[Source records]

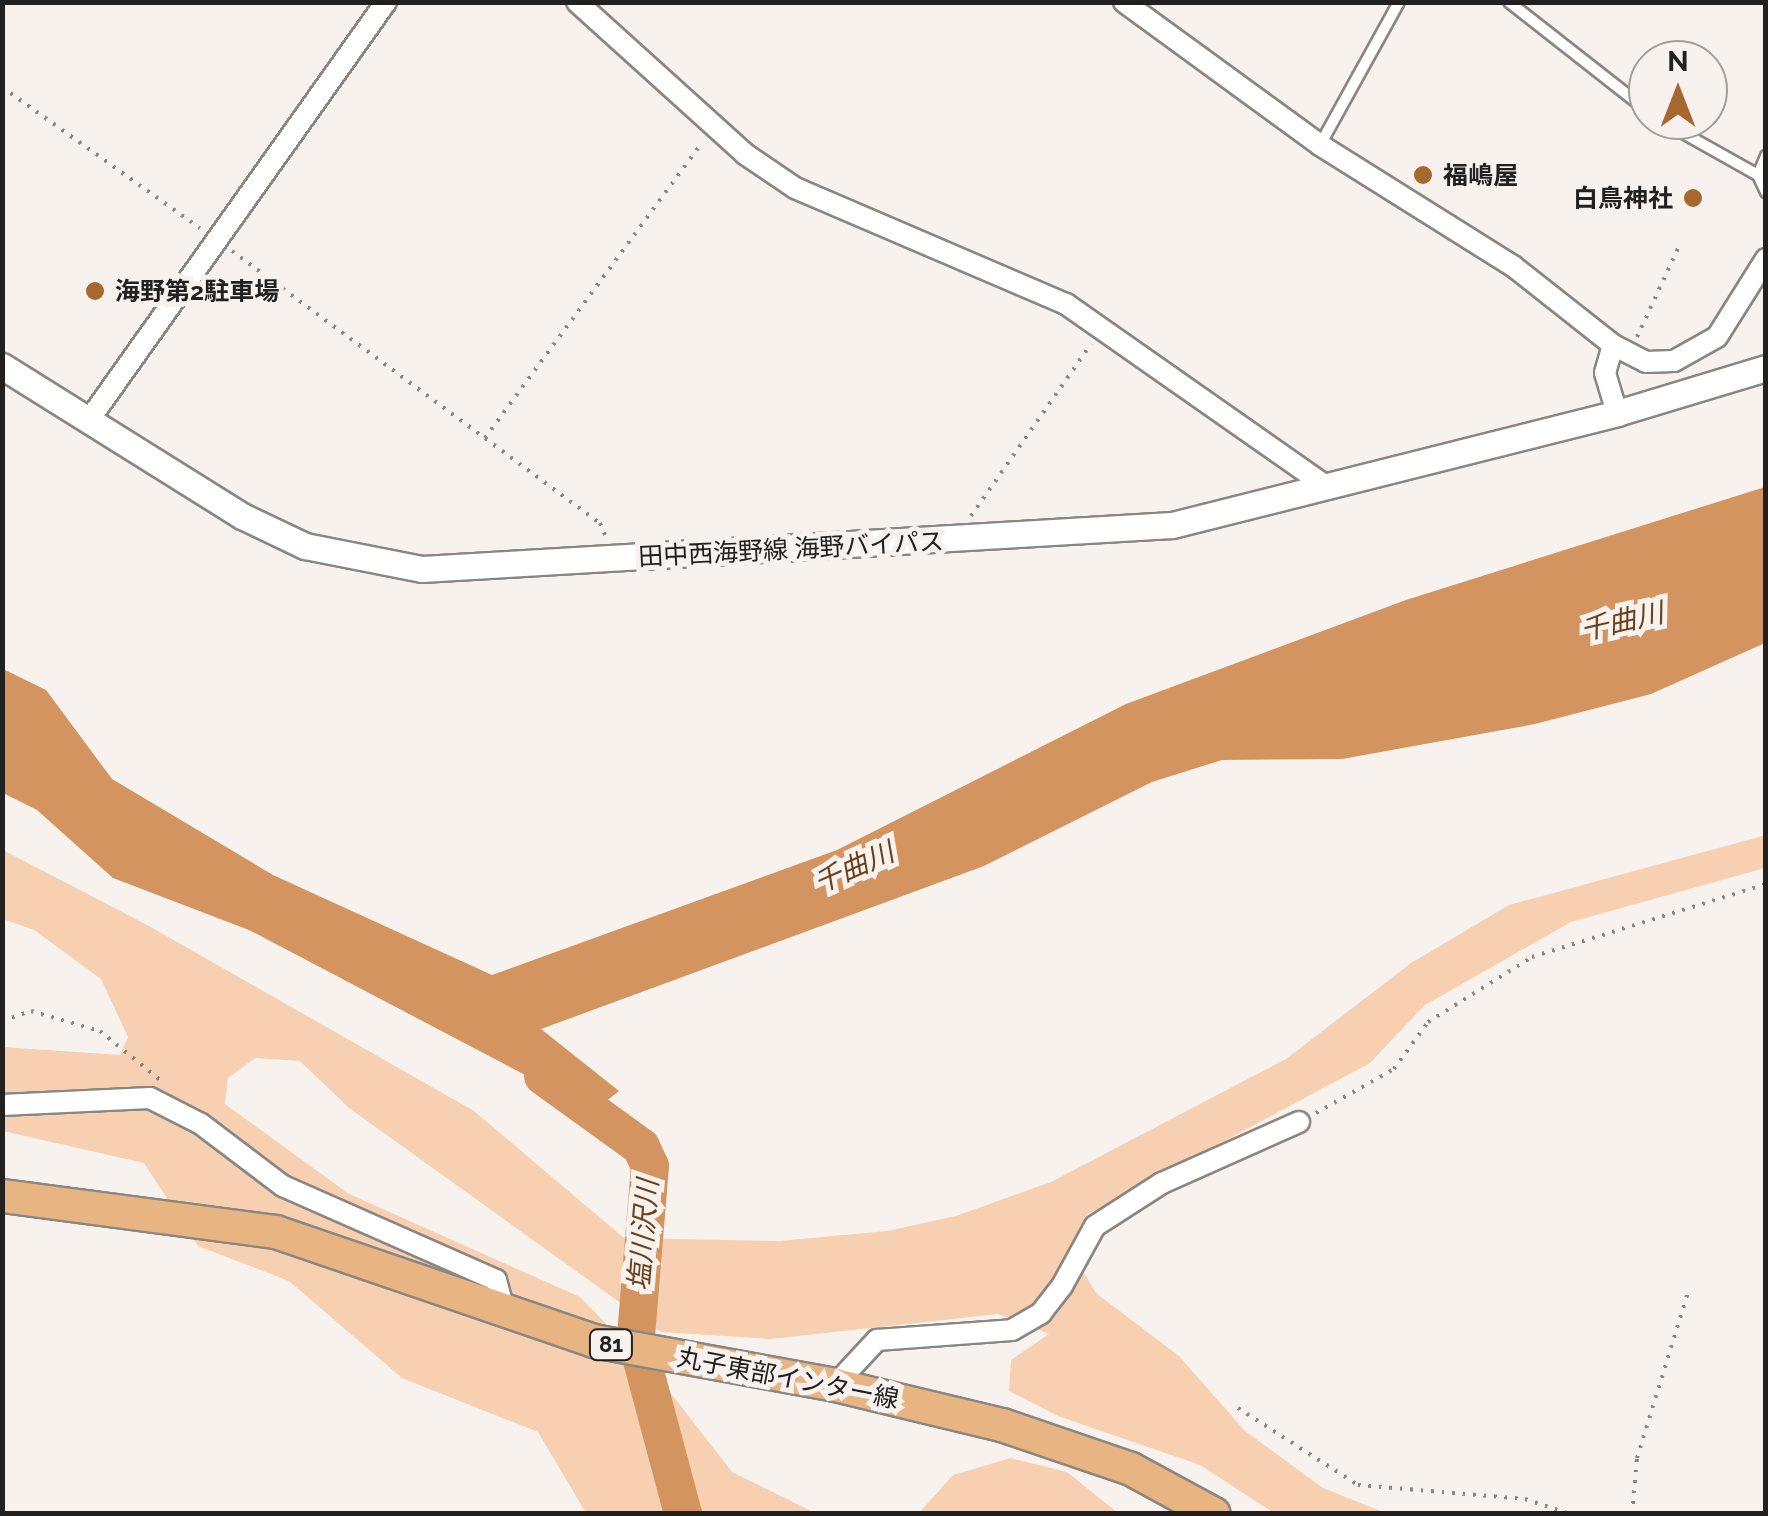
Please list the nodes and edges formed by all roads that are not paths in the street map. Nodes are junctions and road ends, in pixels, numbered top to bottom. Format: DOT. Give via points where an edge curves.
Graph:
graph roads {
  1 [pos="386,2"];
  2 [pos="578,2"];
  3 [pos="1124,2"];
  4 [pos="1399,2"];
  5 [pos="1509,2"];
  6 [pos="1628,96"];
  7 [pos="1696,140"];
  8 [pos="1320,145"];
  9 [pos="1766,156"];
  10 [pos="1758,175"];
  11 [pos="1766,192"];
  12 [pos="1766,259"];
  13 [pos="1621,350"];
  14 [pos="2,366"];
  15 [pos="1766,368"];
  16 [pos="1617,414"];
  17 [pos="89,420"];
  18 [pos="1329,488"];
  19 [pos="2,1105"];
  20 [pos="1298,1122"];
  21 [pos="2,1196"];
  22 [pos="505,1314"];
  23 [pos="836,1385"];
  24 [pos="1214,1514"];
  1 -- 17 [label="street"];
  2 -- 18 [label="street" via="714,126 795,188 995,270 1104,326"];
  3 -- 8 [label="street"];
  4 -- 8 [label="lane"];
  5 -- 6 [label="lane"];
  7 -- 10 [label="lane"];
  8 -- 13 [label="street" via="1514,266"];
  9 -- 10 [label="lane"];
  10 -- 11 [label="lane"];
  12 -- 13 [label="street" via="1716,337 1674,361 1646,362"];
  13 -- 16 [label="street" via="1604,373"];
  14 -- 17 [label="street, 田中西海野線 海野バイパス"];
  15 -- 16 [label="street, 田中西海野線 海野バイパス"];
  16 -- 18 [label="street, 田中西海野線 海野バイパス"];
  17 -- 18 [label="street, 田中西海野線 海野バイパス" via="242,516 305,546 422,569 1172,525"];
  19 -- 22 [label="street" via="150,1098 201,1124 283,1186 496,1280"];
  20 -- 23 [label="street" via="1162,1183 1095,1226 1041,1313 1012,1330 877,1340"];
  21 -- 22 [label="main road, 丸子東部インター線 / 81" via="276,1232"];
  22 -- 23 [label="main road, 丸子東部インター線 / 81" via="594,1341"];
  23 -- 24 [label="main road, 丸子東部インター線 / 81" via="1092,1454"];
}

[WORK TO BE COMPLETED]
Read the lines above. Gather those in which the string "lane" is found.

[SOLUTION]
  4 -- 8 [label="lane"];
  5 -- 6 [label="lane"];
  7 -- 10 [label="lane"];
  9 -- 10 [label="lane"];
  10 -- 11 [label="lane"];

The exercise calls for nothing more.